Theres nothing you can really do now except just to go with the flow and deal with it. In the future, use a teacher rating site to prevent this from happening again.

I've been blessed with some really good professors throughout my prerequisites, but this isn't the case with my nutrition professor. For starters, she has cancelled class 3 times already this semester, and we had a snow day once. This is made really bad since we only meet on Fridays anyways. Then, she hasn't graded hardly any of our work. We've had about 6 assignments so far, and only 2 of them have been graded. I'm still waiting on a grade for an assignment we did in February! We have a really thick textbook with a huge overload of information, too. I don't really mind this except for the fact that we are only tested on about 30% of the content. How do you guys deal with professors who run your blood pressure up?

I understand why you're frustrated with the situation, but ultimately it's your education and you need to take responsibility/control over it. If she cancels class, spend the hours you would've spent in class reading the textbook, watching related YouTube videos, or form a study group with classmates. Sure, next time you could use a teacher rating site to try and prevent this from happening again, but in the nursing program (at least in ours) you don't get to hand select your instructors. You will need to learn to be flexible and do some self-teaching.

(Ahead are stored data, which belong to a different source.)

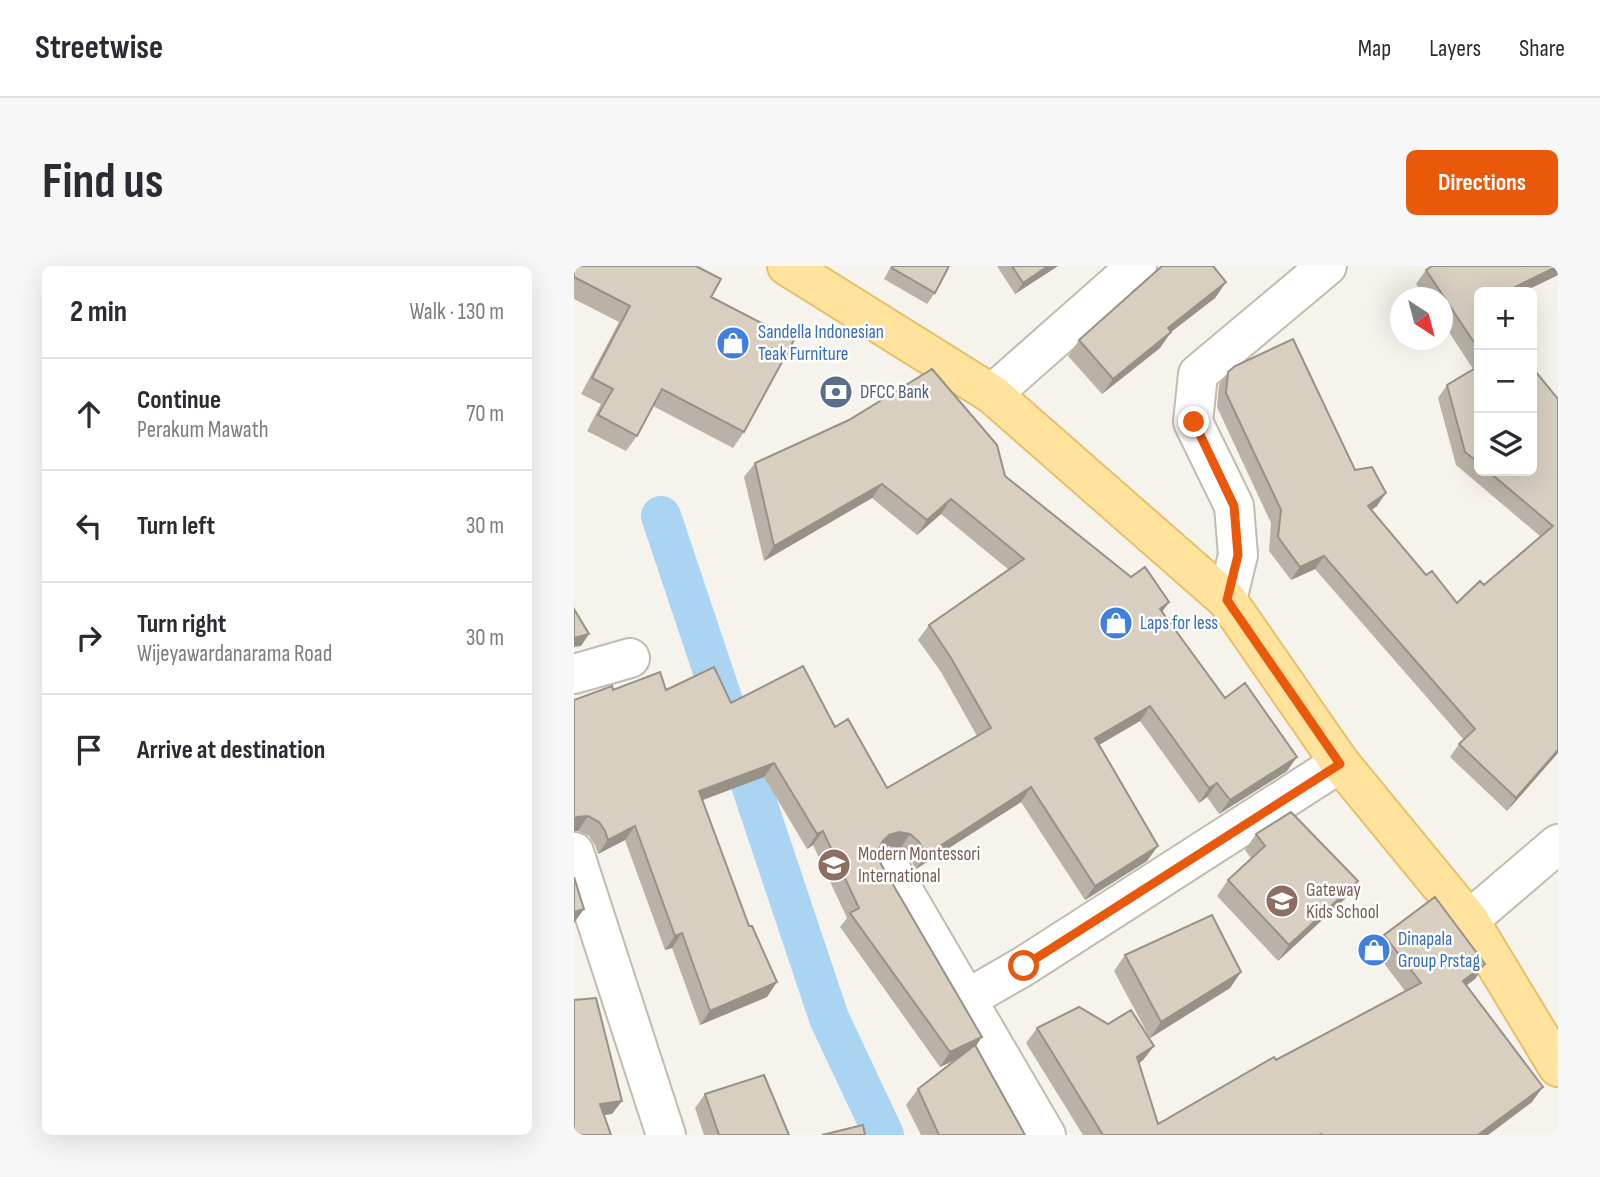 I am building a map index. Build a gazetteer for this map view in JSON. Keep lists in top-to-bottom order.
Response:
{
  "places": {
    "shop": ["Sandella Indonesian Teak Furniture", "Laps for less", "Dinapala Group Prstag"],
    "bank": ["DFCC Bank"],
    "school or university": ["Modern Montessori International", "Gateway Kids School"]
  },
  "north": "bottom right",
  "page": {
    "header": "Streetwise",
    "nav": ["Map", "Layers", "Share"],
    "buttons": "Directions",
    "title": "Find us",
    "heading": ["2 min", "Walk · 130 m"],
    "map_buttons": ["+", "−"],
    "list": [
      ["Continue", "Perakum Mawath", "70 m"],
      ["Turn left", "30 m"],
      ["Turn right", "Wijeyawardanarama Road", "30 m"],
      "Arrive at destination"
    ]
  }
} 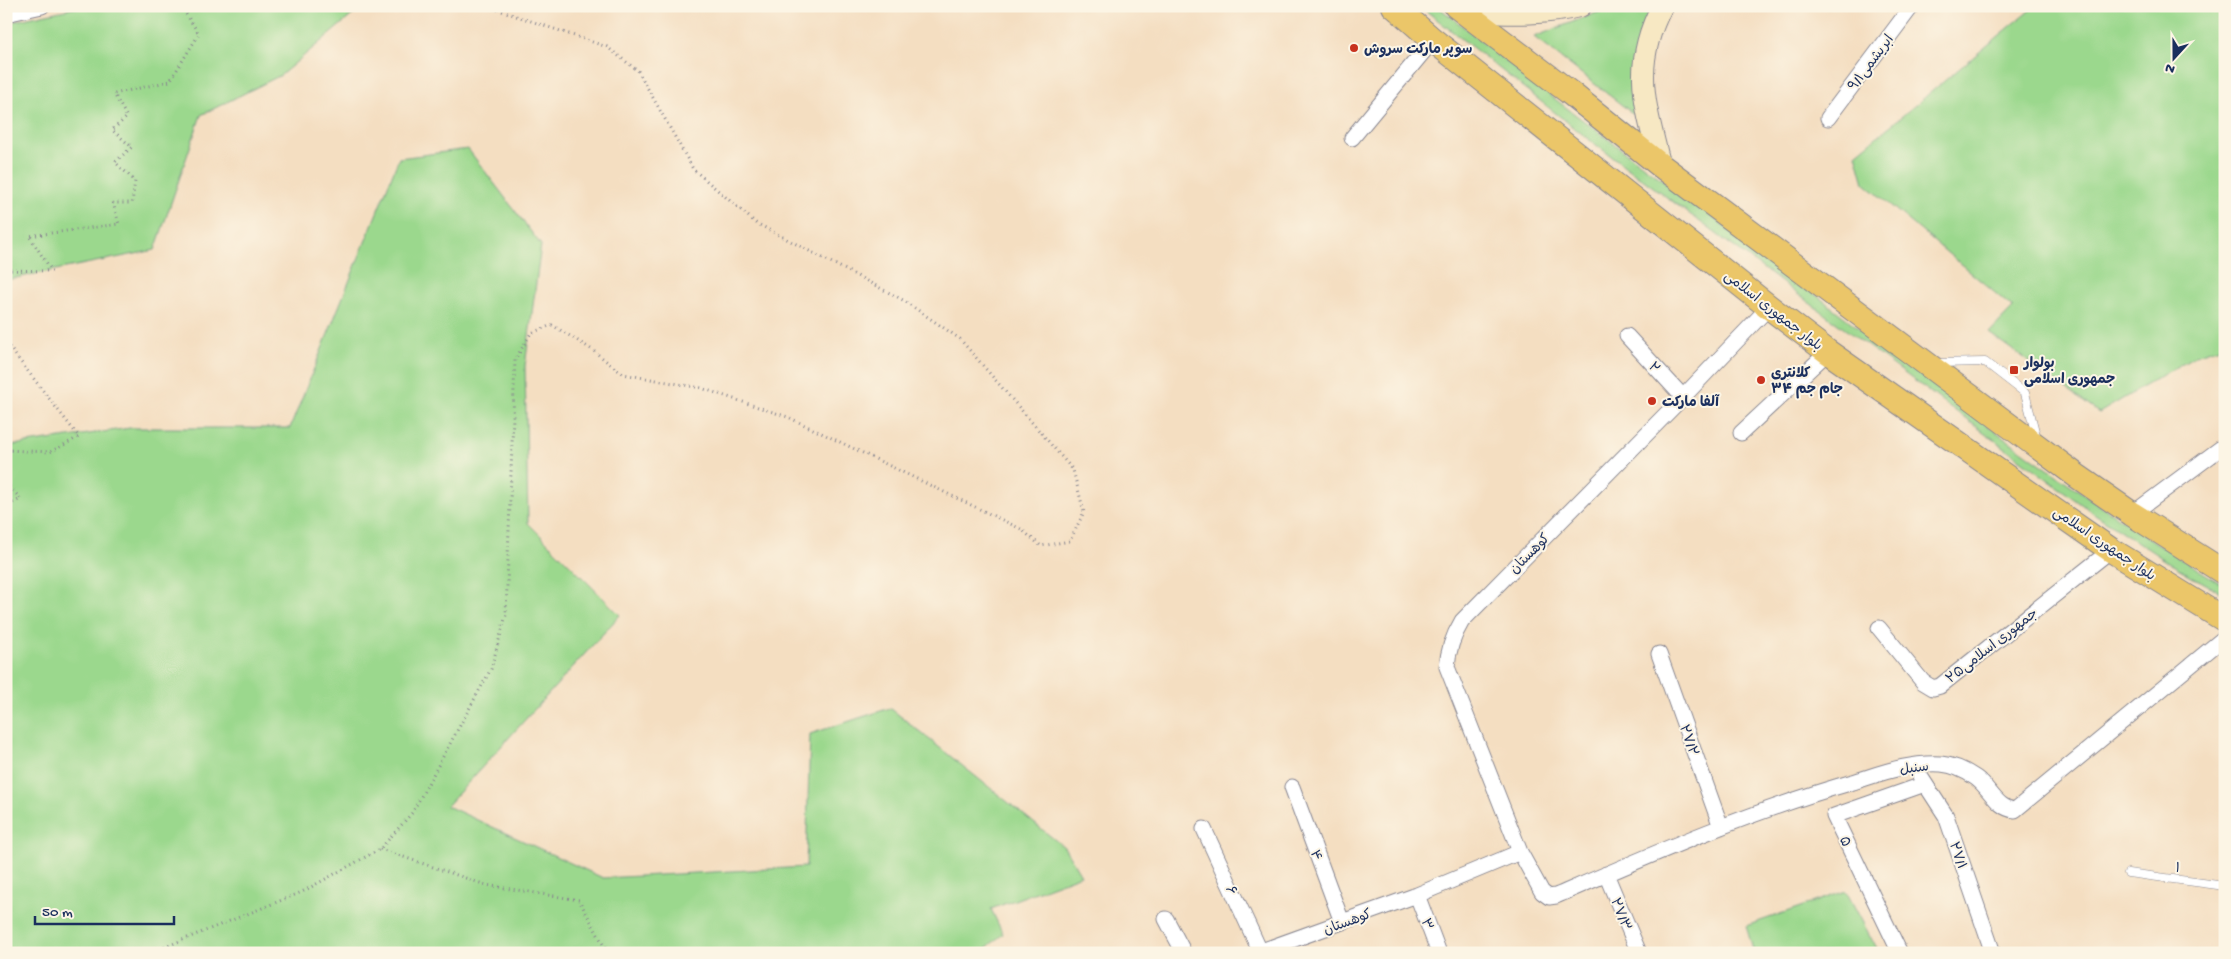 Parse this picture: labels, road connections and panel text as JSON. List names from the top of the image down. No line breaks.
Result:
{"streets":{"main road":["بلوار جمهوری اسلامی"],"street":["۹/۱ابریشمی","۲","کوهستان","جمهوری اسلامی۲۵","۲۷/۲","سنبل","۵","۴","۲۷/۱","۶","۲۷/۳","۳"],"lane":["۱"]},"crossings":[["بلوار جمهوری اسلامی","کوهستان"],["بلوار جمهوری اسلامی","جمهوری اسلامی۲۵"],["۲","کوهستان"],["کوهستان","سنبل"],["کوهستان","۴"],["کوهستان","۶"],["کوهستان","۳"],["۲۷/۲","سنبل"],["سنبل","۲۷/۱"],["سنبل","۲۷/۳"],["۵","۲۷/۱"]],"places":{"other":["سوپر مارکت سروش","کلانتری ۳۴ جام جم","آلفا مارکت"],"transit":["بولوار جمهوری اسلامی"]},"scale_bar":"50 m","north":"bottom"} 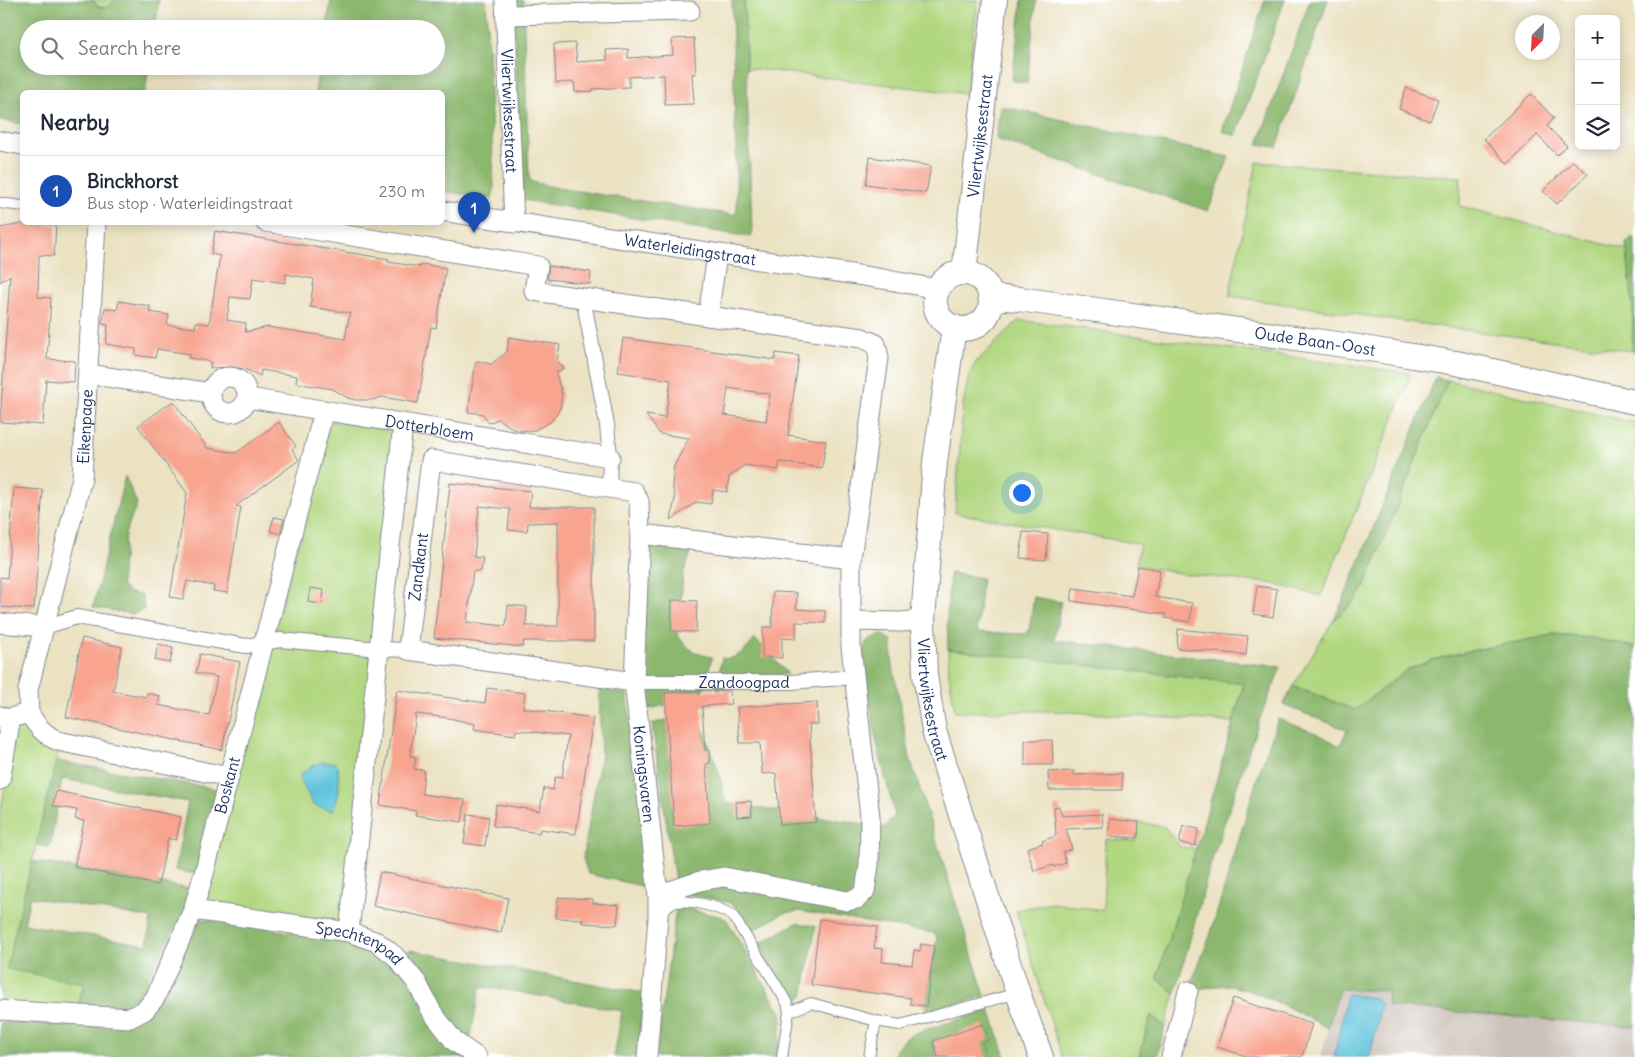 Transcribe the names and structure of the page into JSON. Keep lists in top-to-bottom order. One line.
{"streets":{"street":["Vliertwijksestraat","Waterleidingstraat","Oude Baan-Oost","Eikenpage","Dotterbloem","Zandkant","Zandoogpad","Koningsvaren","Boskant","Spechtenpad"]},"crossings":[["Vliertwijksestraat","Waterleidingstraat"],["Vliertwijksestraat","Oude Baan-Oost"],["Waterleidingstraat","Oude Baan-Oost"],["Dotterbloem","Zandkant"],["Dotterbloem","Boskant"],["Zandkant","Koningsvaren"],["Zandkant","Spechtenpad"],["Zandoogpad","Koningsvaren"],["Boskant","Spechtenpad"]],"north":"bottom left","page":{"map_buttons":["+","−"],"search":"Search here","heading":"Nearby","list":[{"mark":"1","name":"Binckhorst","note":"Bus stop · Waterleidingstraat","value":"230 m"}],"pins":"1"}} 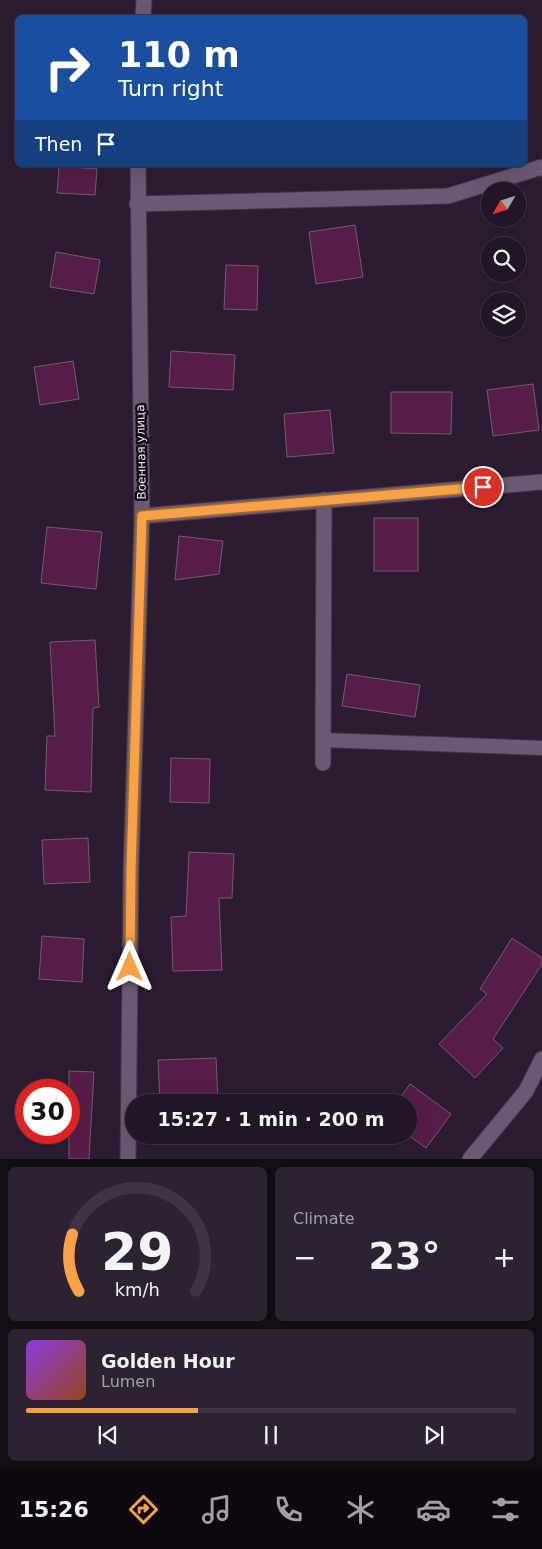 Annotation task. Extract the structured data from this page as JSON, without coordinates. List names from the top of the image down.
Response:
{
  "streets": {
    "street": ["Военная улица"]
  },
  "north": "bottom left",
  "page": {
    "turn": ["110 m", "Turn right"],
    "then": "Then",
    "limit": "30",
    "trip": "15:27 · 1 min · 200 m",
    "tile": "Climate",
    "heat": ["−", "23°", "+"],
    "song": ["Golden Hour", "Lumen"],
    "tabs": "15:26",
    "gauge": ["29", "km/h"]
  }
}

In nursing school the textbooks are even thicker and the amount of information you need to know is even more. I would suggest figuring out how to navigate this while you're still completing pre-reqs, which aren't as demanding as nursing school. When I have a lot of content to cover and I'm not sure what I'll be tested on I start with gaining a solid knowledge of all the main topics/ideas. Once I feel I have a good handle on that I will dive deeper and deeper into the details of each topic, as time allows.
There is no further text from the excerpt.